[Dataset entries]
--- START ---
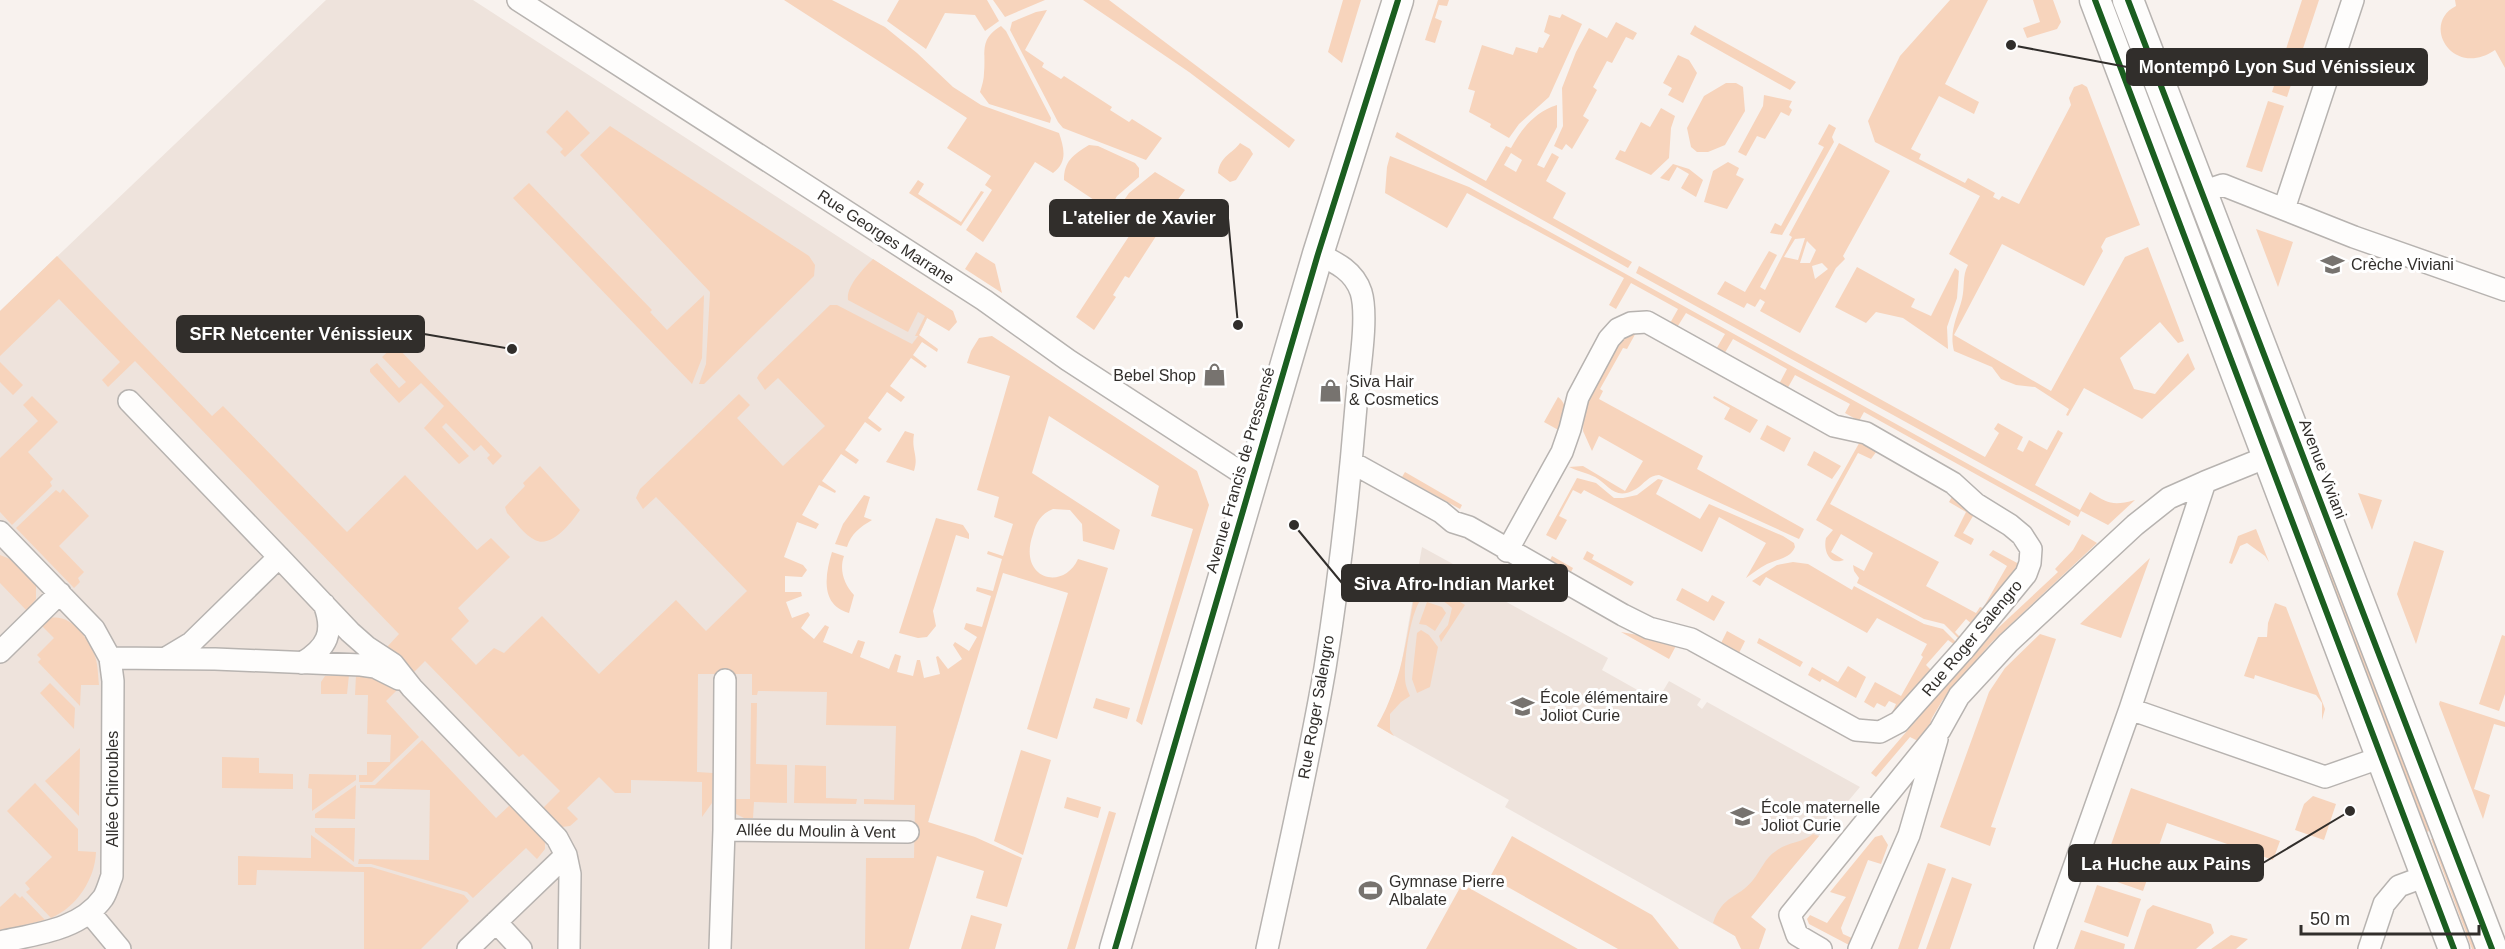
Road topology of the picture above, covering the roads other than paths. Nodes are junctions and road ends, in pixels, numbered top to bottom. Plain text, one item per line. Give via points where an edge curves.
1 (518, 0) edge
2 (1398, 0) edge
3 (2095, 0) edge
4 (2128, 0) edge
5 (2353, 0) edge
6 (2202, 192) junction
7 (2284, 210) junction
8 (1318, 255) junction
9 (2505, 290) edge
10 (129, 401) dead end
11 (2268, 457) junction
12 (1351, 462) junction
13 (1251, 479) junction
14 (2205, 482) junction
15 (0, 532) edge
16 (1507, 551) junction
17 (279, 557) junction
18 (60, 593) junction
19 (324, 604) junction
20 (0, 652) edge
21 (110, 658) junction
22 (166, 658) junction
23 (302, 663) junction
24 (725, 680) dead end
25 (412, 688) junction
26 (2130, 709) junction
27 (1940, 730) junction
28 (2382, 758) junction
29 (724, 830) junction
30 (908, 832) dead end
31 (566, 855) junction
32 (2426, 876) junction
33 (90, 913) junction
34 (496, 922) junction
35 (0, 942) edge
36 (120, 949) edge
37 (468, 949) edge
38 (521, 949) edge
39 (569, 949) edge
40 (720, 949) edge
41 (1114, 949) edge
42 (1267, 949) edge
43 (1821, 949) edge
44 (1859, 949) edge
45 (2045, 949) edge
46 (2369, 949) edge
47 (2454, 949) edge
48 (2492, 949) edge

1 - 13 street, Rue Georges Marrane via 984,300 1068,360
2 - 8 street, Avenue Francis de Pressensé
3 - 11 street
4 - 6 street, Avenue Viviani
5 - 7 street
6 - 7 street via 2223,185
6 - 48 street, Avenue Viviani
7 - 9 street
8 - 12 street, Rue Roger Salengro via 1349,272 1362,295 1363,326
8 - 13 street, Avenue Francis de Pressensé
10 - 17 street
11 - 14 street
11 - 28 street
12 - 16 street, Rue Roger Salengro
12 - 42 street, Rue Roger Salengro via 1323,676
13 - 41 street, Avenue Francis de Pressensé
14 - 26 street
14 - 27 street via 2169,498 2135,525 2008,643 1959,696
15 - 18 street, Allée Chiroubles
16 - 16 street, Rue Roger Salengro via 1649,628 1690,639 1856,730 1880,732 1899,722 1965,648 2026,574 2031,549 2022,535 1953,483 1866,433 1834,426 1647,322 1631,323 1609,339 1578,398 1558,459
17 - 19 street
17 - 22 street via 191,643
18 - 20 street
18 - 21 street, Allée Chiroubles via 94,629
19 - 23 street via 329,631 317,654
19 - 25 street via 367,647 393,664
21 - 22 street
21 - 33 street, Allée Chiroubles via 112,876 105,896
22 - 23 street
23 - 25 street via 375,668
24 - 29 street, Allée du Moulin à Vent
25 - 31 street via 556,838
26 - 28 street via 2325,777
26 - 45 street
27 - 43 street via 1790,915 1797,936
27 - 44 street via 1909,835
28 - 32 street
29 - 30 street, Allée du Moulin à Vent
29 - 40 street, Allée du Moulin à Vent
31 - 34 street
31 - 39 street via 570,874
32 - 46 street via 2399,886 2384,904
32 - 47 street
33 - 35 street via 72,923
33 - 36 street
34 - 37 street
34 - 38 street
--- END ---
Each record has to be set down verbatim, and the pictures must not appear in the copy.

Road topology of the picture above, covering the roads other than paths. Nodes are junctions and road ends, in pixels, numbered top to bottom. Plain text, one item per line. Give via points where an edge curves.
1 (518, 0) edge
2 (1398, 0) edge
3 (2095, 0) edge
4 (2128, 0) edge
5 (2353, 0) edge
6 (2202, 192) junction
7 (2284, 210) junction
8 (1318, 255) junction
9 (2505, 290) edge
10 (129, 401) dead end
11 (2268, 457) junction
12 (1351, 462) junction
13 (1251, 479) junction
14 (2205, 482) junction
15 (0, 532) edge
16 (1507, 551) junction
17 (279, 557) junction
18 (60, 593) junction
19 (324, 604) junction
20 (0, 652) edge
21 (110, 658) junction
22 (166, 658) junction
23 (302, 663) junction
24 (725, 680) dead end
25 (412, 688) junction
26 (2130, 709) junction
27 (1940, 730) junction
28 (2382, 758) junction
29 (724, 830) junction
30 (908, 832) dead end
31 (566, 855) junction
32 (2426, 876) junction
33 (90, 913) junction
34 (496, 922) junction
35 (0, 942) edge
36 (120, 949) edge
37 (468, 949) edge
38 (521, 949) edge
39 (569, 949) edge
40 (720, 949) edge
41 (1114, 949) edge
42 (1267, 949) edge
43 (1821, 949) edge
44 (1859, 949) edge
45 (2045, 949) edge
46 (2369, 949) edge
47 (2454, 949) edge
48 (2492, 949) edge

1 - 13 street, Rue Georges Marrane via 984,300 1068,360
2 - 8 street, Avenue Francis de Pressensé
3 - 11 street
4 - 6 street, Avenue Viviani
5 - 7 street
6 - 7 street via 2223,185
6 - 48 street, Avenue Viviani
7 - 9 street
8 - 12 street, Rue Roger Salengro via 1349,272 1362,295 1363,326
8 - 13 street, Avenue Francis de Pressensé
10 - 17 street
11 - 14 street
11 - 28 street
12 - 16 street, Rue Roger Salengro
12 - 42 street, Rue Roger Salengro via 1323,676
13 - 41 street, Avenue Francis de Pressensé
14 - 26 street
14 - 27 street via 2169,498 2135,525 2008,643 1959,696
15 - 18 street, Allée Chiroubles
16 - 16 street, Rue Roger Salengro via 1649,628 1690,639 1856,730 1880,732 1899,722 1965,648 2026,574 2031,549 2022,535 1953,483 1866,433 1834,426 1647,322 1631,323 1609,339 1578,398 1558,459
17 - 19 street
17 - 22 street via 191,643
18 - 20 street
18 - 21 street, Allée Chiroubles via 94,629
19 - 23 street via 329,631 317,654
19 - 25 street via 367,647 393,664
21 - 22 street
21 - 33 street, Allée Chiroubles via 112,876 105,896
22 - 23 street
23 - 25 street via 375,668
24 - 29 street, Allée du Moulin à Vent
25 - 31 street via 556,838
26 - 28 street via 2325,777
26 - 45 street
27 - 43 street via 1790,915 1797,936
27 - 44 street via 1909,835
28 - 32 street
29 - 30 street, Allée du Moulin à Vent
29 - 40 street, Allée du Moulin à Vent
31 - 34 street
31 - 39 street via 570,874
32 - 46 street via 2399,886 2384,904
32 - 47 street
33 - 35 street via 72,923
33 - 36 street
34 - 37 street
34 - 38 street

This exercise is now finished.